Offer a child the choice between having a single marshmallow right now or waiting a couple of hours and having two marshmallows, and the vast majority will go for the first option. This classic test of delayed gratification explains why the fact that food is nutritious and may provide them with health benefits in the future is not enough to convince many children to change their diets.
Read on for a few tips on alternative ways to encourage children to eat more of what is good for them and less of what is not.
Get them involved
The more your children know about where their food comes from and how it is made, the more likely they will be to eat. Encourage them to help when it comes to putting together lists of groceries. Explain why you can’t simply buy sweets or cookies and need to ensure there is a balance in their diet. You can also get your children involved in preparing dishes that need little or ideally no cooking from an early age, so they can better understand the process.

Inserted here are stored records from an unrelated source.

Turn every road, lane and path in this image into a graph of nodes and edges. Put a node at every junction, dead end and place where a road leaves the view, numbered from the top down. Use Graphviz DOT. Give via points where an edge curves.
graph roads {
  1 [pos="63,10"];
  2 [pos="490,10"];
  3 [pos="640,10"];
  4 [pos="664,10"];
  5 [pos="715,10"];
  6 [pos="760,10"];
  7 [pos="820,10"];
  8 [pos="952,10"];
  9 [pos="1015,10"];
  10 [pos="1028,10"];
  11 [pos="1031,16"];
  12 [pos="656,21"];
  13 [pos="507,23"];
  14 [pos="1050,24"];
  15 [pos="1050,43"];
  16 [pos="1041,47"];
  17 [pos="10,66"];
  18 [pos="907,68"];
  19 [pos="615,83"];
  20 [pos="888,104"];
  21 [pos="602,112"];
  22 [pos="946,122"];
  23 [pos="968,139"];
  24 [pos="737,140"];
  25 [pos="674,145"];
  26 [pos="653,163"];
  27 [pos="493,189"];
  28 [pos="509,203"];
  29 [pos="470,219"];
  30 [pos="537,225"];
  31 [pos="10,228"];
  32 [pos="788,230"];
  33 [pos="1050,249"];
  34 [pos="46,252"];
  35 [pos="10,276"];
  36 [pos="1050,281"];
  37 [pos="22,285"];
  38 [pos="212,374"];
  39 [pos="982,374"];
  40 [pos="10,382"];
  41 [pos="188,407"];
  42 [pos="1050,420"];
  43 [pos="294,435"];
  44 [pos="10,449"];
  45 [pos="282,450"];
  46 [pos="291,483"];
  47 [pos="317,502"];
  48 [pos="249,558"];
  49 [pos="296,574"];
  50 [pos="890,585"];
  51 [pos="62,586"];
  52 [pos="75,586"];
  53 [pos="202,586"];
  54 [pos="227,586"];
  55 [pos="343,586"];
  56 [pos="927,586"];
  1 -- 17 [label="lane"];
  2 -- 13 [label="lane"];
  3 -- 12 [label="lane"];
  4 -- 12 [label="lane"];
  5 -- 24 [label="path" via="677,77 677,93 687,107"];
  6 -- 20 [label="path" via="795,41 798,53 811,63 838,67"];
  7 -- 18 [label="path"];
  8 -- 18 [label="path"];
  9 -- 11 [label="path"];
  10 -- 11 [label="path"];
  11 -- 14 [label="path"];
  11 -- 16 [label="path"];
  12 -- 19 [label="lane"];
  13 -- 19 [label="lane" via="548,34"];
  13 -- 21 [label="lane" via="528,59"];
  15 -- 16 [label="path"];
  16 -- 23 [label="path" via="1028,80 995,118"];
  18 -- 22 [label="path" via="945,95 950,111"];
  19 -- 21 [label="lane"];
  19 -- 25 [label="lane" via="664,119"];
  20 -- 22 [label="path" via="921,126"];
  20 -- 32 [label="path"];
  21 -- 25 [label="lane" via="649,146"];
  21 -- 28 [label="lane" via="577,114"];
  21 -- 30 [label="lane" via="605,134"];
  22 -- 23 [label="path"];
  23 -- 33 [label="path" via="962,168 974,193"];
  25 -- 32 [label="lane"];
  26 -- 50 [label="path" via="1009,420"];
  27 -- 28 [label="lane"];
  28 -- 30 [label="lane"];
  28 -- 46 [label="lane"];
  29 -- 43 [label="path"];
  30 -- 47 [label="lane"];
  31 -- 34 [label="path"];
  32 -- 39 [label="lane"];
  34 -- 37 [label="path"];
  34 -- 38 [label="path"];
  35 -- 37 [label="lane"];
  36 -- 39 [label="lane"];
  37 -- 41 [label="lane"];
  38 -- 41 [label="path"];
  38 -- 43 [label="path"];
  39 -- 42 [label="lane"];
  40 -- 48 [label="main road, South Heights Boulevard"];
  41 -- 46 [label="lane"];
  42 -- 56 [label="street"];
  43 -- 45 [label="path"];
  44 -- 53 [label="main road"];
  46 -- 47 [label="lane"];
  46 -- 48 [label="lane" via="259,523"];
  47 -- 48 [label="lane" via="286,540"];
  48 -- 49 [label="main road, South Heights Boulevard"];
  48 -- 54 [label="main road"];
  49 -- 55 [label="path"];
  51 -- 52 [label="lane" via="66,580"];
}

You might also want to take them along to a farmer’s market, rather than just a supermarket, so they get a better sense of the true source of their food. If you can involve them in picking fruit or watching cows being milked, all the better.
Make use of play
Don’t confine lessons about healthy eating to the breakfast or dining room table – bring it into other aspects of your child’s world by finding fun books about nutrition or looking at some of the unusual things that people in other parts of the world eat.
Playtime can also provide an opportunity to role play around the idea of healthy eating. If your child arranged a pretend dinner party for toys making use of a play cooking set, you could introduce a scenario where one animal likes a particular food, but another does not and use this as a way of explaining the benefits of eating it.
Make it into a game – and keep score
Establish the idea of eating the rainbow by ensuring your children eat as many different colors as they can at each meal. You could invest in coloring books for them to keep records of each rainbow they eat to help reinforce the idea that such variety is good. You could even set up your own points system that other members of the family can make use of, totting up the totals at the end of each week to see who has had the greatest variety. Such lessons can then spill over to other meals, such as when your children are out at a restaurant or even in the school cafeteria.
You should also try to establish a sense of healthy snacking where once again variety is the key. Although it is fine for your children to have soda or juice on occasion, they should also be encouraged to choose water or milk. Similarly, they should strive for the maximum variety by occasionally choosing fruit or vegetable sticks over chips or cookies.